Routes|Stops |Trips  |Times |Shapes|Feedvalidator|GTFSVTOR
20359 |560937|1945028|37700K| 7966K|?            |1m27s



The first run slowed down when memory usage came close to the 4GB. A short note in the README and example how to supply GTFSVTOR_OPTS would help others. 

Transfers.txt checks complained about duplicated from/to stop_ids while they are distinct when from/to_route_id is taken into account.
I expected some further errors to be reported, which were not, and will take a look into the code/TODOs.

Do you plan an extension mechanism? I have some dataset specific checks I currently run via SQL statements after importing with rtfs-sql-importer, like e.g. stop_id matches IFOPT-pattern, coords in expected bounding box and the like. 

Thanks again, Laurent, for the great tool!
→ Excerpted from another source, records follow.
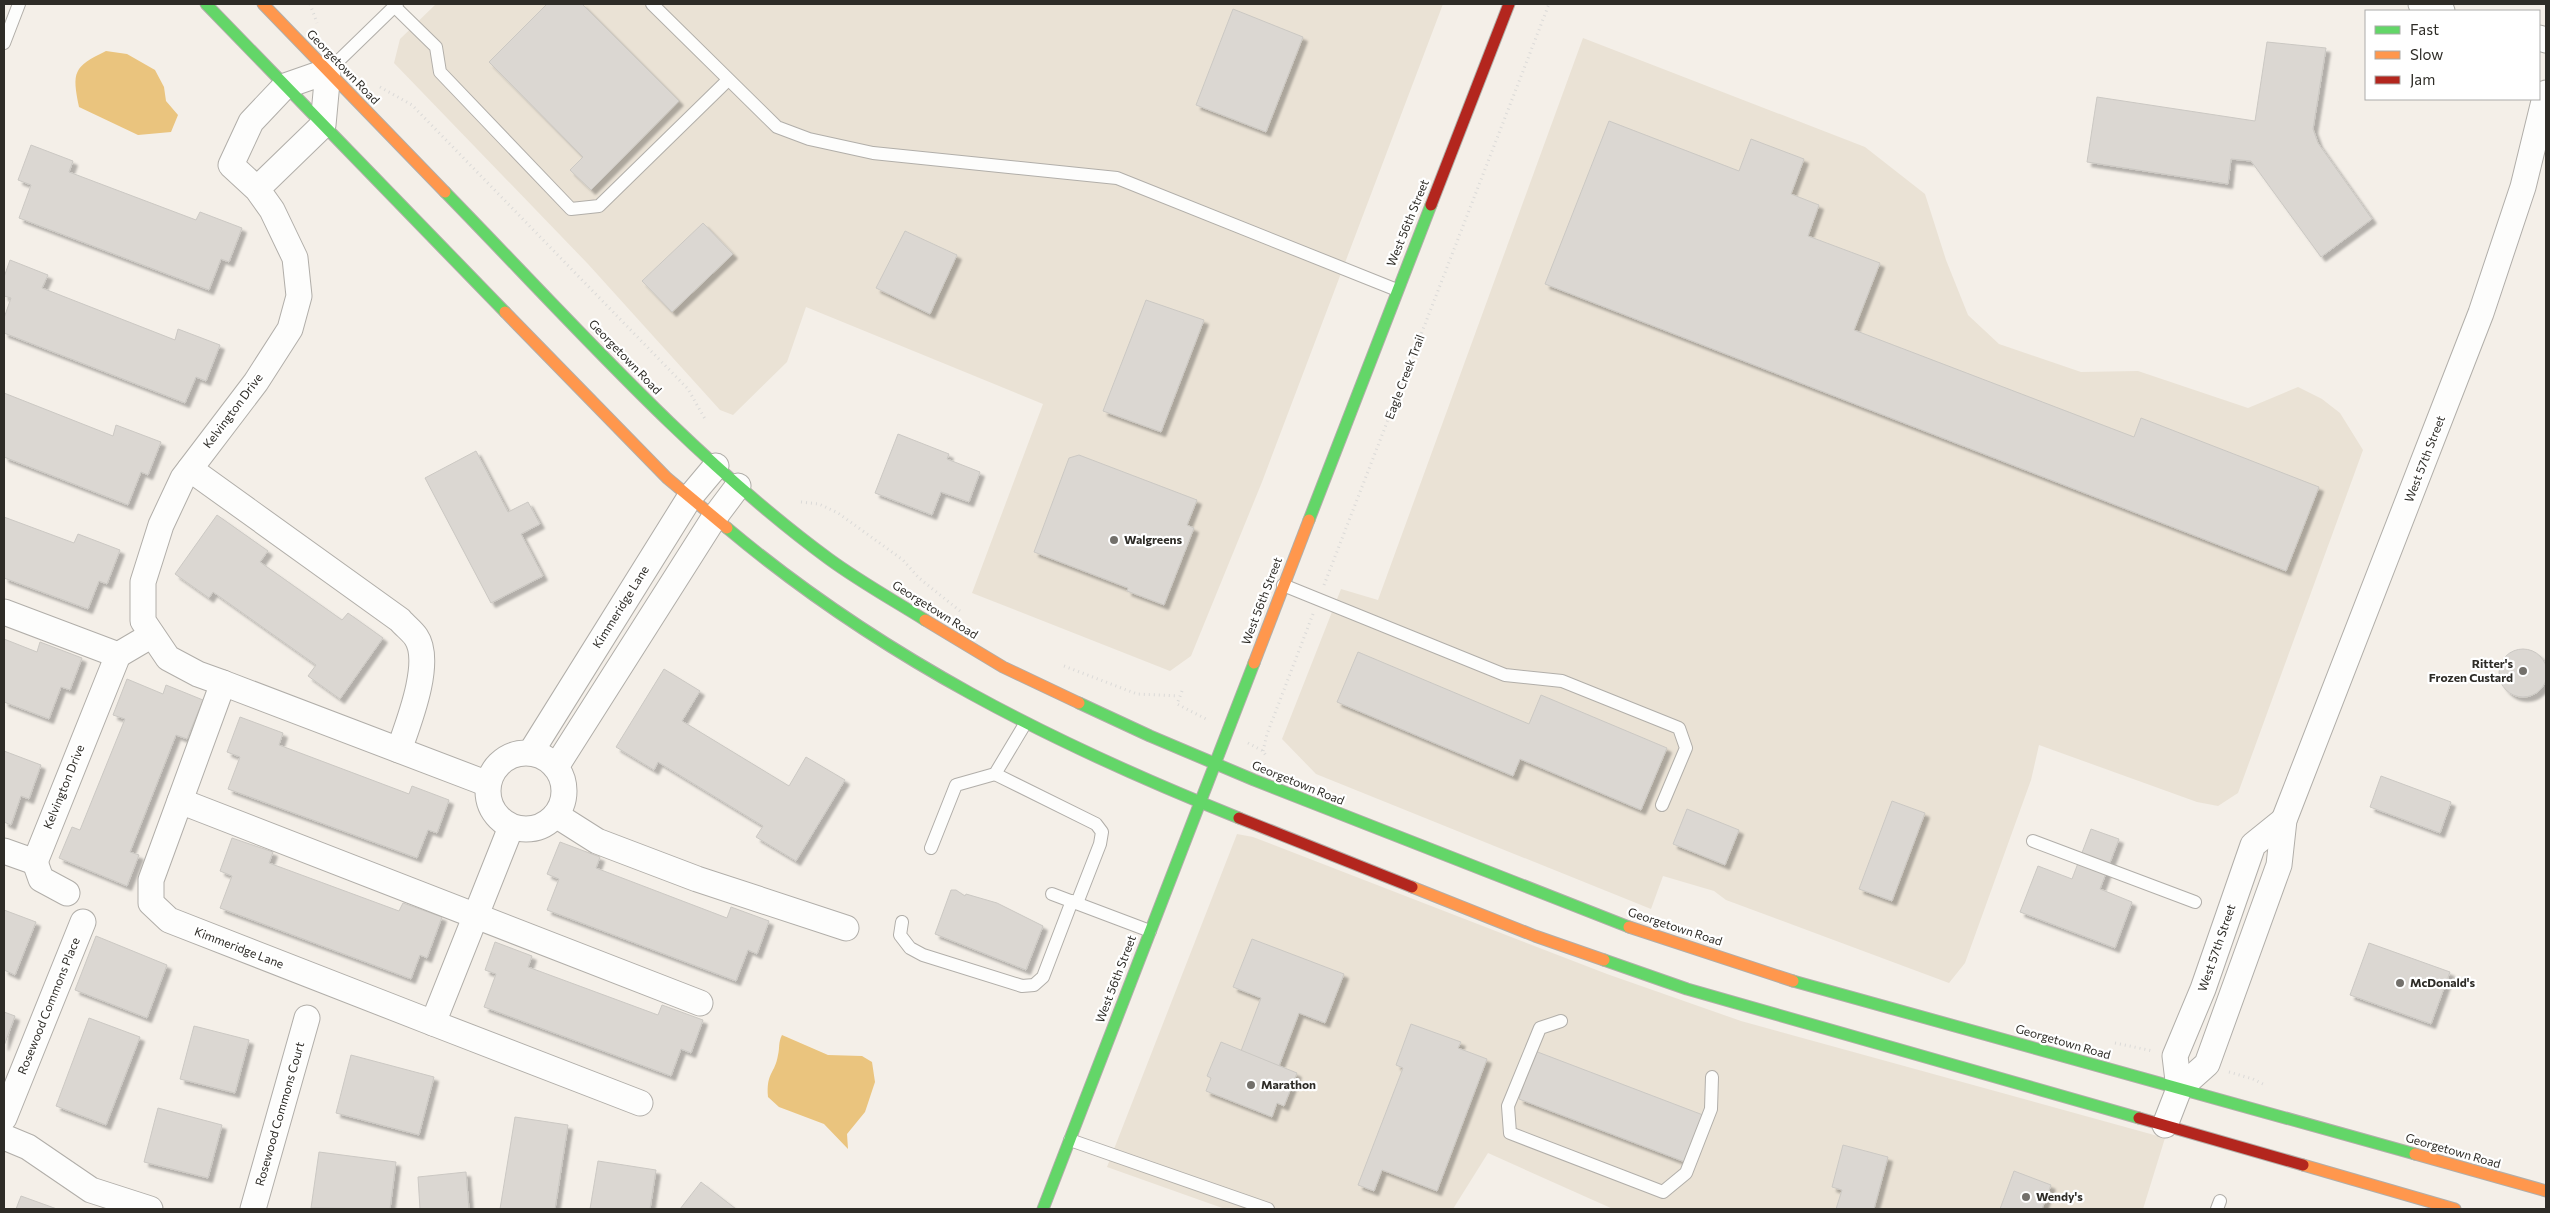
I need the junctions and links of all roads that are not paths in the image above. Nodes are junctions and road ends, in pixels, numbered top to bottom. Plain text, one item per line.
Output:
1 (19, 4) edge
2 (206, 4) edge
3 (263, 4) edge
4 (652, 4) edge
5 (1509, 4) edge
6 (2421, 4) edge
7 (396, 5) edge
8 (2439, 10) edge
9 (4, 43) edge
10 (328, 71) junction
11 (728, 80) junction
12 (285, 86) junction
13 (2546, 93) edge
14 (323, 125) junction
15 (257, 190) junction
16 (1397, 290) junction
17 (716, 466) junction
18 (190, 469) junction
19 (738, 486) junction
20 (690, 497) junction
21 (714, 518) junction
22 (1283, 585) junction
23 (4, 612) edge
24 (152, 635) junction
25 (118, 655) junction
26 (223, 683) junction
27 (1024, 724) junction
28 (399, 750) junction
29 (530, 752) junction
30 (1214, 764) junction
31 (556, 767) junction
32 (995, 774) junction
33 (488, 784) junction
34 (180, 801) junction
35 (1199, 802) junction
36 (1662, 805) dead end
37 (556, 814) junction
38 (511, 827) junction
39 (2033, 842) dead end
40 (931, 848) dead end
41 (4, 851) edge
42 (35, 862) junction
43 (67, 893) dead end
44 (1052, 894) dead end
45 (1075, 902) junction
46 (2195, 902) dead end
47 (476, 916) junction
48 (83, 922) dead end
49 (902, 922) dead end
50 (846, 928) dead end
51 (1150, 930) junction
52 (700, 1003) dead end
53 (307, 1018) dead end
54 (1560, 1021) dead end
55 (433, 1023) junction
56 (1712, 1077) dead end
57 (2179, 1089) junction
58 (640, 1103) dead end
59 (4, 1118) edge
60 (2165, 1125) junction
61 (4, 1136) edge
62 (1070, 1140) junction
63 (2546, 1191) edge
64 (150, 1209) edge
65 (253, 1209) edge
66 (1043, 1209) edge
67 (1268, 1209) edge
68 (2456, 1209) edge

1 - 9 lane
2 - 12 main road
3 - 10 main road, Georgetown Road
4 - 11 lane
5 - 16 main road, West 56th Street
6 - 8 street
7 - 10 lane
7 - 11 lane
10 - 12 street, Kelvington Drive
10 - 14 street
10 - 17 main road, Georgetown Road
11 - 16 lane
12 - 14 main road
12 - 15 street, Kelvington Drive
13 - 57 street, West 57th Street
14 - 15 street
14 - 20 main road
15 - 18 street, Kelvington Drive
16 - 22 main road, West 56th Street
17 - 19 main road, Georgetown Road
17 - 20 street, Kimmeridge Lane
18 - 24 street, Kelvington Drive
18 - 28 street
19 - 21 street
19 - 30 main road, Georgetown Road
20 - 21 main road
20 - 29 street, Kimmeridge Lane
21 - 27 main road
21 - 31 street
22 - 30 main road, West 56th Street
22 - 36 lane
23 - 25 street
24 - 25 street
24 - 26 street, Kelvington Drive
25 - 42 street, Kelvington Drive
26 - 28 street
26 - 34 street, Kimmeridge Lane
27 - 32 lane
27 - 35 main road
28 - 33 street
29 - 31 street
29 - 33 street
30 - 35 main road, West 56th Street
30 - 57 main road, Georgetown Road
31 - 37 street
32 - 40 lane
32 - 45 lane
33 - 38 street
34 - 47 street
34 - 55 street, Kimmeridge Lane
35 - 51 main road, West 56th Street
35 - 60 main road
37 - 38 street
37 - 50 street
38 - 47 street
39 - 46 lane
41 - 42 street
42 - 43 street
44 - 45 lane
45 - 49 lane
45 - 51 lane
47 - 52 street
47 - 55 street
48 - 59 street, Rosewood Commons Place
51 - 62 main road, West 56th Street
53 - 65 street, Rosewood Commons Court
54 - 56 lane
55 - 58 street, Kimmeridge Lane
57 - 60 street, West 57th Street
57 - 63 main road, Georgetown Road
60 - 68 main road
61 - 64 street
62 - 66 main road, West 56th Street
62 - 67 lane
Another question (perhaps rather a new post): How do you report issues you found? For German feeds, I started a GitHub project (https://github.com/mfdz/GTFS-Issues/issues, only in German, sorry) just to document errors (validation errors as well as content issues). Slowly it's getting some more attention from publishing agencies.

Best regards,
Holger
 

Laurent GRÉGOIRE

unread,
May 29, 2020, 2:34:40 PM5/29/20
to gtfs-c...@googlegroups.com
Hi Holger,

> Routes|Stops |Trips |Times |Shapes|Feedvalidator|GTFSVTOR
> 20359 |560937|1945028|37700K| 7966K|? |1m27s

Thanks for reporting this! Maybe we can add this to the current
performances stat list?

> The first run slowed down when memory usage came close to the 4GB. A short note in the README and example how to supply GTFSVTOR_OPTS would help others.

Good idea, will do that.

> Transfers.txt checks complained about duplicated from/to stop_ids while they are distinct when from/to_route_id is taken into account.
> I expected some further errors to be reported, which were not, and will take a look into the code/TODOs.

Thanks for reporting. The aim is to be backward-compatible with the
python validator when possible. Do not hesitate to create github
issues regarding each discrepancy, bugs or feature requests. I will
create some to kick-start the process ;)

> Do you plan an extension mechanism? I have some dataset specific checks I currently run via SQL statements after importing with rtfs-sql-importer, like e.g. stop_id matches IFOPT-pattern, coords in expected bounding box and the like.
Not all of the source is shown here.